The S&P/ASX 200 underperformed Wall Street last week (+0.8 per cent, versus 2.6 per cent for the S&P 500 and 4 per cent for the Dow) and has plenty of upside from here if it is the former. Our heavily-weighted banks should benefit from the steady recovery in borrowing costs. The US financial sector put on 1.1 per cent on Friday. The domestic sector should follow suit if Australian yields follow US leads.
The outlook for the miners today is less favourable. The US materials sector edged up 0.2 per cent, but iron ore turned sharply lower. The US tech sector fell 0.9 per cent.
A busy week ahead for the Reserve Bank, with potential implications for equities and the dollar. Governor Philip Lowe is due to address an online conference this morning at 10.15 am AEDT. The minutes from this month’s policy meeting are due tomorrow. Assistant Governor Christopher Kent is due to deliver a speech at an online event on Wednesday. The US Federal Reserve, Bank of England and Bank of Japan hold monthly meetings this week.
The highlight of the domestic economic calendar is the February jobs report on Thursday. The unemployment rate is expected to tick down to 6.3 per cent from 6.4 per cent as the economy adds around 31,500 jobs.
China drops its monthly data dump at 1pm today: industrial production, retail sales, unemployment and fixed asset investments. Wall Street has retail sales tomorrow night, a Fed policy statement on Wednesday and benefits claims on Thursday. Daylight Saving started in the US on the weekend, which means Wall Street closes an hour earlier from this week at 8am AEDT.
A Chinese crackdown on pollution continued to depress iron ore prices. The spot price for ore landed in China sank $5.35 or 3.1 per cent on Friday to US$165.70 a tonne after the environment ministry called on regional administrators to enforce pollution controls. Ore prices declined 5.1 per cent last week.

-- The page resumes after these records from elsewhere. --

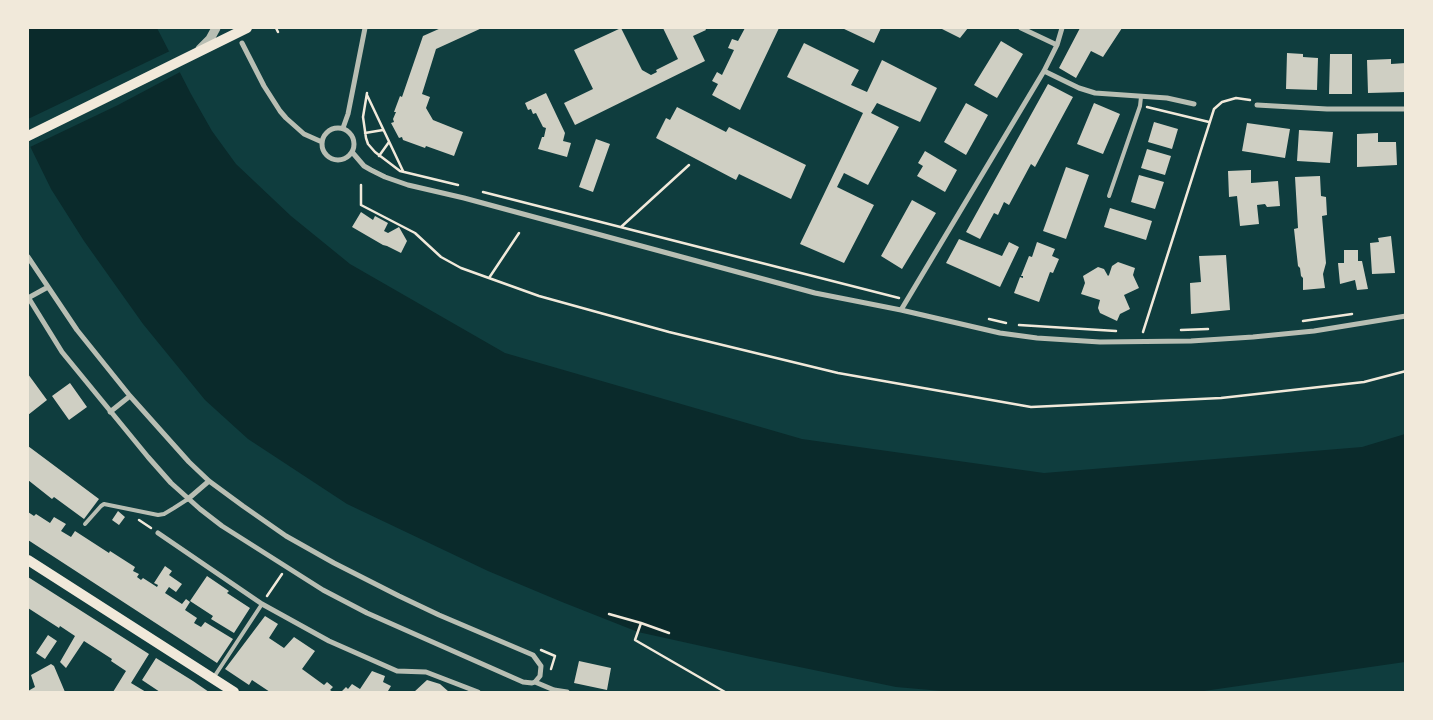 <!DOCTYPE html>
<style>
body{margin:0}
#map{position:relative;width:1433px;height:720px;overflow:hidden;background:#0f3d3e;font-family:Figtree,sans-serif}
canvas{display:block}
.frame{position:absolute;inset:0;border:29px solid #f1e9da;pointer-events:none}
</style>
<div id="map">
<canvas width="1433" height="720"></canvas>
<div class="frame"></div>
</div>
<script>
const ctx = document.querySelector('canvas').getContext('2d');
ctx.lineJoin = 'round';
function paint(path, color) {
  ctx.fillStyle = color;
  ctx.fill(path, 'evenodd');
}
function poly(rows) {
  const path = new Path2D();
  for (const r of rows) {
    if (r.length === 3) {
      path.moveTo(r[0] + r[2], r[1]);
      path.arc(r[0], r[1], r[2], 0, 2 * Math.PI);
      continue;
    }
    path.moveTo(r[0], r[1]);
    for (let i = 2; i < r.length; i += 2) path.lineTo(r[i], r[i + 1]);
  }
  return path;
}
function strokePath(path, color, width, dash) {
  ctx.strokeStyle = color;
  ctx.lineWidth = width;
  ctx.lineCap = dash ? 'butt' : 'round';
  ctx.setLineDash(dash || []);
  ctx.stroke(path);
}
paint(poly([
 [28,28,157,28,191,94,212,131,236,164,291,216,350,264,505,353,802,439,1044,473,1362,447,1405,434,1405,662,1197,692,953,692,896,687,751,657,638,632,562,602,488,571,347,504,248,439,205,400,143,324,84,241,51,189,28,142]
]), '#0a2a2b');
paint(poly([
 [172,50,182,71,118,105,28,148,28,119]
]), '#0f3d3e');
paint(poly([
 [441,28,482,28,436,49,422,94,430,97,426,108,433,120,463,132,454,156,426,146,425,148,403,140,402,137,399,138,391,123,394,122,393,119,396,112,394,112,400,96,402,97,423,36],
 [621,28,642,70,651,75,657,72,656,70,678,59,663,28,705,28,706,30,693,36,705,61,575,125,564,103,593,89,574,50],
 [745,28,779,28,740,110,712,95,718,84,712,81,717,72,722,75,734,50,728,48,732,39,738,41],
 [842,28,881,28,874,43],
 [940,28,968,28,960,38],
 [1080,28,1122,28,1103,57,1091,51,1076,78,1059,68],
 [1001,41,1023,54,997,98,974,85],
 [804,43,859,70,851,85,867,92,882,60,937,88,920,122,877,103,871,113,899,127,868,185,844,173,837,187,874,205,844,263,800,244,863,113,787,77],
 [1287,53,1303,54,1303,57,1318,58,1317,90,1286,89],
 [1330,54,1352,54,1352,94,1329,94],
 [1391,59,1391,64,1406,63,1406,92,1368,93,1367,60],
 [1048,84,1073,97,1035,167,1031,164,1009,205,1004,202,998,215,994,213,980,239,966,232],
 [546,93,565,133,563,141,571,143,567,157,538,149,542,137,544,137,546,128,543,127,536,113,533,114,531,109,528,110,525,103],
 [966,103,988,115,966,155,944,142],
 [1094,103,1120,114,1103,154,1077,144],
 [677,107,726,132,729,127,806,165,791,199,739,174,736,180,656,138,666,118,670,120],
 [1154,122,1178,129,1172,149,1148,142],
 [1247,123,1290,129,1285,158,1242,151],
 [1299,130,1333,132,1330,163,1297,161],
 [1378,133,1378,142,1396,142,1397,165,1357,167,1357,134],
 [596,139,610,144,593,192,579,187],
 [1147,149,1171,156,1165,175,1141,168],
 [925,151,957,170,945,192,917,176,923,166,918,163],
 [1066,167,1089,175,1066,239,1043,231],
 [1251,170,1251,183,1278,181,1280,206,1267,207,1265,204,1257,205,1259,224,1240,226,1237,196,1229,197,1228,171],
 [1139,175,1164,182,1155,209,1131,202],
 [1320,176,1321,196,1326,197,1327,215,1322,216,1326,263,1323,274,1325,288,1303,290,1303,278,1301,276,1300,268,1298,266,1294,229,1298,228,1295,177],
 [912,200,936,213,902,269,881,256],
 [1110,208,1152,221,1146,240,1104,227],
 [361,212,373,220,375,216,388,223,384,231,388,233,399,227,407,241,401,253,387,246,383,245,352,227],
 [1391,236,1395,273,1372,274,1370,243,1379,242,1378,238],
 [959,239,1002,256,1009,242,1019,247,1000,287,946,263],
 [1037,242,1055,249,1052,256,1059,259,1053,273,1050,272,1039,302,1014,293,1020,277,1023,278,1023,276,1021,276,1029,256,1032,257],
 [1344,250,1358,250,1358,261,1362,261,1368,289,1357,290,1355,280,1340,284,1338,263,1344,263],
 [1226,255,1230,310,1191,314,1190,283,1201,282,1199,256],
 [1118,262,1135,268,1133,275,1139,288,1124,295,1130,309,1120,314,1117,321,1100,313,1098,308,1100,300,1081,294,1085,283,1083,276,1098,267,1104,269,1108,276,1109,275,1112,266],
 [28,374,47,400,28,415],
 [70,383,87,407,69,420,52,396],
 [28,446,99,499,84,519,54,497,52,499,28,480],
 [118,511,125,517,119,525,112,520],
 [28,512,34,516,36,514,50,523,54,517,66,524,61,531,71,537,75,531,109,553,110,551,135,567,133,571,139,574,137,577,141,580,143,578,157,587,158,585,154,583,165,566,172,571,169,575,182,584,176,592,169,587,165,593,182,604,186,599,190,602,185,610,197,618,194,623,201,627,205,622,233,639,217,663,28,540],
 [207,576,229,591,227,593,250,608,234,633,211,619,213,616,190,601],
 [28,577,149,654,131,683,146,692,113,692,126,671,111,661,112,659,84,641,66,668,60,662,75,636,60,626,59,628,28,608],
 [265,616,278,624,269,638,284,648,294,637,315,651,302,669,324,685,327,682,333,687,330,690,333,692,270,692,252,680,249,685,225,669],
 [48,635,57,641,45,659,36,653],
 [156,658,193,681,209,692,160,692,142,680],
 [579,661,611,668,607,690,574,683],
 [51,664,54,666,65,692,28,692,28,691,35,687,31,675],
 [372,671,385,676,383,682,391,686,388,691,391,692,341,692,346,687,348,689,352,684,360,689],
 [427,680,440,684,449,692,414,692]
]), '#cfcfc3');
strokePath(poly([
 [276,28,278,32],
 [367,93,363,117,366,138,368,144,375,152,400,171,458,185],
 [367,95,403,171],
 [1147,107,1209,122],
 [365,133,383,130],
 [379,156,389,142],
 [361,185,361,205,415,233,441,257,461,268,539,296,669,332,838,373,1031,407,1221,398,1364,382,1406,371],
 [483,192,899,298],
 [621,227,689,165],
 [489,278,519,233],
 [989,319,1006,323],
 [1303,321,1352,314],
 [1019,325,1116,331],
 [1181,330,1208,329],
 [1143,332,1214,109,1222,102,1236,98,1250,100],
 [139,520,151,528],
 [267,596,282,574],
 [609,614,641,623,669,633],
 [641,623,635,640,725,692],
 [541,650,555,656,551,669]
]), '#f1e9da', 2.5);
strokePath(poly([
 [1109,196,1140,106,1141,97],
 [85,524,101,506,104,504,158,515,164,514,174,508,188,499],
 [214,677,262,604]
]), '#b8beb3', 4);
strokePath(poly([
 [1021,28,1057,45],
 [242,43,264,86,280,111,286,118,304,134,322,142],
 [1044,71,1079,88,1095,93,1167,98,1194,104],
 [1257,105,1327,109,1406,109],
 [338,144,16],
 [343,128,348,114,365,28],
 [352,152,364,166,371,170,385,177,408,185,464,198,815,293,901,310,1000,333,1037,338,1100,342,1191,341,1253,337,1314,331,1406,316],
 [28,257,77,330,130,396,189,462,209,481,243,506,286,536,334,563,399,596,439,615,533,655,541,666,540,676,535,682],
 [28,297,62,352,148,457,171,483,200,509,222,526,323,590,367,613,523,682,532,683,535,682,554,690,567,692],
 [28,298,48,287],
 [901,310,1044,71,1057,45,1062,28],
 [110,412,130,396],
 [188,499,209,481],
 [158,533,262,604,329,641,397,671,426,672,478,692]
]), '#b8beb3', 5);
strokePath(poly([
 [200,49,210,39,216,28]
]), '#b8beb3', 9);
strokePath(poly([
 [28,136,247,28],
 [28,560,234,692]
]), '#f1e9da', 10);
</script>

Rio Tinto dropped 1.49 per cent in the US and 0.62 per cent in the UK. BHP‘s US-listed stock put on 0.65 per cent and its UK-listed stock 0.25 per cent.

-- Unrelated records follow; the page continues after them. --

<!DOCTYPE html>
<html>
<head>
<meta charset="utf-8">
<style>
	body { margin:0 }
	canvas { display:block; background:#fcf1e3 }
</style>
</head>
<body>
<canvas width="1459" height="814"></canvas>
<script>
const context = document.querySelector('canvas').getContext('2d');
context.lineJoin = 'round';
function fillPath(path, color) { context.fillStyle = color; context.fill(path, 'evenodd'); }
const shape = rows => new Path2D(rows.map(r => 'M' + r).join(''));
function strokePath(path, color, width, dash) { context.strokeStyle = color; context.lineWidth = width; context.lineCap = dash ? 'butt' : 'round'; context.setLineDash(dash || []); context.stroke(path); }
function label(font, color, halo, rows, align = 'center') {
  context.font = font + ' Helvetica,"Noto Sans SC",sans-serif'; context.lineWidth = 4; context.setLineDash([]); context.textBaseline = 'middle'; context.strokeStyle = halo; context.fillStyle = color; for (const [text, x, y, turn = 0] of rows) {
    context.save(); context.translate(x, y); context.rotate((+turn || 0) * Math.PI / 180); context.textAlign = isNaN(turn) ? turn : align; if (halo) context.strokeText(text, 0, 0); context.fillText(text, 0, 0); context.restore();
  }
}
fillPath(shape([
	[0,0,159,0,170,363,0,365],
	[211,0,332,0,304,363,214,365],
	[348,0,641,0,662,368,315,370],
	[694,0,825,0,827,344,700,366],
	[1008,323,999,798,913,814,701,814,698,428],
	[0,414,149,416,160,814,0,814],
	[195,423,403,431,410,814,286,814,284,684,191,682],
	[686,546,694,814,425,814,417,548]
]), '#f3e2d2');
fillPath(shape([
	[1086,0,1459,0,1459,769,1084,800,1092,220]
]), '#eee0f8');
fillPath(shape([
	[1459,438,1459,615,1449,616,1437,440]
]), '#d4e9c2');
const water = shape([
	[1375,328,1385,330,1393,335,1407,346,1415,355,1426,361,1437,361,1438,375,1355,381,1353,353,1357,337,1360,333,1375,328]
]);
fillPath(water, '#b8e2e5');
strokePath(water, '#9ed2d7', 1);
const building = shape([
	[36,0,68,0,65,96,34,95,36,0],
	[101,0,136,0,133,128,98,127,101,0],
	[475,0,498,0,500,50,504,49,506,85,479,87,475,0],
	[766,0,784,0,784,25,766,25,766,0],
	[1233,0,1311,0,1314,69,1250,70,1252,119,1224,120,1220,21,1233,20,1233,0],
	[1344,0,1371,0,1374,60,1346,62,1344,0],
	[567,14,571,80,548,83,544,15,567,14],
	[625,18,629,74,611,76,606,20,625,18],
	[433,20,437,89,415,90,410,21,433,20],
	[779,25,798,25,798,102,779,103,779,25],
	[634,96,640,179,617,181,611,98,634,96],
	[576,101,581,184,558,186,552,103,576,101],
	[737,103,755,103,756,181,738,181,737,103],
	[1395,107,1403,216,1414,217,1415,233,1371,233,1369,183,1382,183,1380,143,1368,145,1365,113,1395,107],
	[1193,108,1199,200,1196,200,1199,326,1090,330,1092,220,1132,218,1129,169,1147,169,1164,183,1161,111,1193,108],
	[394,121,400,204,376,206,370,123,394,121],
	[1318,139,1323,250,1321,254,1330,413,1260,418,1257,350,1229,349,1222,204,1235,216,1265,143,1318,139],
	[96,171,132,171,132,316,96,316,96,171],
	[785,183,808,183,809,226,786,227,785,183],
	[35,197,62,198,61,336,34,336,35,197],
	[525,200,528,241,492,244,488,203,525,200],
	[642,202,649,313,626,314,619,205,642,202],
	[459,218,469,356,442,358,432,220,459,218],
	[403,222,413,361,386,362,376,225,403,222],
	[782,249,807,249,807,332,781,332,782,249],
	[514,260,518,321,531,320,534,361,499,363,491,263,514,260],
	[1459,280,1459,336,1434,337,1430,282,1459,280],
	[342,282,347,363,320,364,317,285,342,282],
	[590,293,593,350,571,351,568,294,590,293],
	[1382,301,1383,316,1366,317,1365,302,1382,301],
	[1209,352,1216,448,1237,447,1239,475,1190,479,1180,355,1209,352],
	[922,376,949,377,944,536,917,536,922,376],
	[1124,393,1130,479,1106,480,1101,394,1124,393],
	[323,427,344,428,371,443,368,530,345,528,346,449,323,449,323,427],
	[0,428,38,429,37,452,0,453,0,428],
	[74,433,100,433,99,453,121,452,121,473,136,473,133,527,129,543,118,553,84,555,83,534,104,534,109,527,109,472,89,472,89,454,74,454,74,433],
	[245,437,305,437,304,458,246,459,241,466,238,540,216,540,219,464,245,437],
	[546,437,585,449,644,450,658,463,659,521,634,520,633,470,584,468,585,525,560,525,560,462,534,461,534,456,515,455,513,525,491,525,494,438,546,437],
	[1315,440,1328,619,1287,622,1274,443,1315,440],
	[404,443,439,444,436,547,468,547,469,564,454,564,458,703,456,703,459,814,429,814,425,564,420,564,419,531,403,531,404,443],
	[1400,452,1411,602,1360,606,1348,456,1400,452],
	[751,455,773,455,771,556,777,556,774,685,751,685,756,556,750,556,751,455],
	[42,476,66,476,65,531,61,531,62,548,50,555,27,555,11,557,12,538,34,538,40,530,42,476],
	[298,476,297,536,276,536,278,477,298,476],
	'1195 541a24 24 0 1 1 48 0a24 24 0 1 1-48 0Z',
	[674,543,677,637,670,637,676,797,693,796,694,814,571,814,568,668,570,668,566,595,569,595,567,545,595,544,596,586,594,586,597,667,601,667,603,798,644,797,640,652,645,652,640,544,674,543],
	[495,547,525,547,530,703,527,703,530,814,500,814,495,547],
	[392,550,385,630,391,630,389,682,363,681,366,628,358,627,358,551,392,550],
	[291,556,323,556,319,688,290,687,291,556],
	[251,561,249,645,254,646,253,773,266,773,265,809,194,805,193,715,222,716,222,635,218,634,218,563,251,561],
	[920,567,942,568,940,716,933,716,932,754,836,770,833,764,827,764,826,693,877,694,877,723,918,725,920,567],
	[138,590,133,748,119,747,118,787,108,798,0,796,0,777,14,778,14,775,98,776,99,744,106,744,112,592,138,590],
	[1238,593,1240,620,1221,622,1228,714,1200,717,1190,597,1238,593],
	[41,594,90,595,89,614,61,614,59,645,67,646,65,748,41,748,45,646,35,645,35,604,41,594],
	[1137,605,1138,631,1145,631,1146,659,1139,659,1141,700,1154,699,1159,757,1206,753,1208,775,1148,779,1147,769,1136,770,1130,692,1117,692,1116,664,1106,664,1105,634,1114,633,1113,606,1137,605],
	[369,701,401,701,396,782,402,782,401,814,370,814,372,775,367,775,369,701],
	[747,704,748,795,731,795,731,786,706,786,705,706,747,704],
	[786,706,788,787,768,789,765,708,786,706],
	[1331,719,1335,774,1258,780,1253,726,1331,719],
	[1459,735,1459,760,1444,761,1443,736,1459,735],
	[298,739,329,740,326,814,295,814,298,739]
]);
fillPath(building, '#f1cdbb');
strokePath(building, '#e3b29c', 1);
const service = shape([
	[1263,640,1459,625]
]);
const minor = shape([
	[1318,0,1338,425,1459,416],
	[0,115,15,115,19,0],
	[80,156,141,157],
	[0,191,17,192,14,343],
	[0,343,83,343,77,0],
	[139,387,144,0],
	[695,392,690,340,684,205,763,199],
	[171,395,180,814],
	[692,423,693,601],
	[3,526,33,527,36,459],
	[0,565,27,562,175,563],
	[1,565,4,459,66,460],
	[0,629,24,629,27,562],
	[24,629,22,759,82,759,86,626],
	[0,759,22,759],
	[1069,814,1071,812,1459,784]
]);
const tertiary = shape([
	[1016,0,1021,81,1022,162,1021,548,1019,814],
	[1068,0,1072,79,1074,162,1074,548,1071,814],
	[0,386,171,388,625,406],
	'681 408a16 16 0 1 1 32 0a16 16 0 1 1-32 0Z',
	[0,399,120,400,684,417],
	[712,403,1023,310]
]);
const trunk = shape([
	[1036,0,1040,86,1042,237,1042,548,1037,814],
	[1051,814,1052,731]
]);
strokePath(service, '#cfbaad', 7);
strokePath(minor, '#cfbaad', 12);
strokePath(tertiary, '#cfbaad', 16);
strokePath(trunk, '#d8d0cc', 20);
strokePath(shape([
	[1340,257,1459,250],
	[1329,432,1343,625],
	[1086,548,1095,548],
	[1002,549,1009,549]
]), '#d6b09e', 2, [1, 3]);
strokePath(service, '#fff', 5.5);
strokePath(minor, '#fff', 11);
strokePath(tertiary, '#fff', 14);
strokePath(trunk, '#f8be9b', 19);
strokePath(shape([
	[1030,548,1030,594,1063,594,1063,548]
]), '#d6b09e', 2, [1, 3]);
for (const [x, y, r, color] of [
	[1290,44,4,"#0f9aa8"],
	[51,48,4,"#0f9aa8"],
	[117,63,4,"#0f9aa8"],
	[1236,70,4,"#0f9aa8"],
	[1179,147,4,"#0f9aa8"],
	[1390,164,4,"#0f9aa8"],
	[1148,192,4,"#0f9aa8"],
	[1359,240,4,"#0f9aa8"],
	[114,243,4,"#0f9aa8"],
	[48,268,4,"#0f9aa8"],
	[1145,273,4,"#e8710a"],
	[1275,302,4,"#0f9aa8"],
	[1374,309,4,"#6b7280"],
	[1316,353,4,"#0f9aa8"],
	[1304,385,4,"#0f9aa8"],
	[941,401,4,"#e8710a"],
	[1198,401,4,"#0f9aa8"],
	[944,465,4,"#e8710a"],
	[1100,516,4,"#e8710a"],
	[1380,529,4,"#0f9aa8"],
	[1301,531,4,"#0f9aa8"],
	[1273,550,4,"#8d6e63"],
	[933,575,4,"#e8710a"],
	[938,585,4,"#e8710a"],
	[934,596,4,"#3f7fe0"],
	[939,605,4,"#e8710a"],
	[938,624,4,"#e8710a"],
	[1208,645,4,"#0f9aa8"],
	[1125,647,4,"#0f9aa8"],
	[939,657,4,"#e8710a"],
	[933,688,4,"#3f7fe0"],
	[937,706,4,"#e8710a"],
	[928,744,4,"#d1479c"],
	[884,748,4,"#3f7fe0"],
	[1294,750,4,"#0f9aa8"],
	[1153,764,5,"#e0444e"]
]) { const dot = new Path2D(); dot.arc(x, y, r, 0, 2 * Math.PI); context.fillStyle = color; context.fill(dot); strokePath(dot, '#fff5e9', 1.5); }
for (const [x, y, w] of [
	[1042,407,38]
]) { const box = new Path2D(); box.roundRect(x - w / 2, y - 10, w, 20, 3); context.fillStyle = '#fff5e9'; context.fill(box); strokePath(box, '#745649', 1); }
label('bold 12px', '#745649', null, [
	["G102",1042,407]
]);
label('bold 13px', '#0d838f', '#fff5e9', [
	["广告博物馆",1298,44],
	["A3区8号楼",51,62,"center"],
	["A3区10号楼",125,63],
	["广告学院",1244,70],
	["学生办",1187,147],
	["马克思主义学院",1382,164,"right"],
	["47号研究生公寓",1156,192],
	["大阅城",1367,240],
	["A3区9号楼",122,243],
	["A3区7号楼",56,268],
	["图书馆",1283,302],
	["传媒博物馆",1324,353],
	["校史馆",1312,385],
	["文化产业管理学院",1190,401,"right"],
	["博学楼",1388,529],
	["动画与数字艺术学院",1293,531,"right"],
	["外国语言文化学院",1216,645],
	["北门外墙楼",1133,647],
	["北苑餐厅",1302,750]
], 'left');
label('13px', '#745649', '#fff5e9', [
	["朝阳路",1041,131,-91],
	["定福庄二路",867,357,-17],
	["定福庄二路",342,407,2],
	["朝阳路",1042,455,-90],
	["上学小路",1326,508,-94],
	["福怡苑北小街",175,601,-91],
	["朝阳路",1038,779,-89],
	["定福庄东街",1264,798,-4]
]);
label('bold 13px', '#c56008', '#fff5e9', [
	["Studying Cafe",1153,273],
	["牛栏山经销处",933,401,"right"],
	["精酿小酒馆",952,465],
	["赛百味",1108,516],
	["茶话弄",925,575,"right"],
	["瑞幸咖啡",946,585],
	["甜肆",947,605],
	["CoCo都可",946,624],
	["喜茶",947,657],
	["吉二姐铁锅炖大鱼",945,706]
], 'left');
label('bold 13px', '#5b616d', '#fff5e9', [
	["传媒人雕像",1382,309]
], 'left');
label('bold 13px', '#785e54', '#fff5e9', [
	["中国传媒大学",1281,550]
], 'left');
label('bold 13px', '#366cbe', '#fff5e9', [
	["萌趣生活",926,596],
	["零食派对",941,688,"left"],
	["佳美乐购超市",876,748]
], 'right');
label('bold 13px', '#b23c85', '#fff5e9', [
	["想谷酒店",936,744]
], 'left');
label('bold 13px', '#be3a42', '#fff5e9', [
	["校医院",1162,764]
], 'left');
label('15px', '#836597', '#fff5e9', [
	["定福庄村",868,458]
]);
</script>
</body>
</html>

Gold faded to its first loss in four sessions as rising bond yields dulled demand. Gold for April delivery settled $2.80 or 0.2 per cent lower at US$1,719.80 an ounce. The NYSE Arca Gold Bugs Index edged up 0.4 per cent.
A modest loss on Friday brought an end to oil‘s seven-week winning run. Brent crude settled 41 cents or 0.6 per cent lower at US$69.22 a barrel, enough for a 0.2 per cent loss for the week.
Copper rose amid optimism about US infrastructure spending following the passage of the Biden stimulus package. Benchmark copper on the London Metal Exchange climbed 0.4 per cent to US$9,103.50 a tonne. Lead added 1.1 per cent. Aluminium fell 0.3 per cent, nickel 1.4 per cent, zinc 0.6 per cent and tin 6.9 per cent.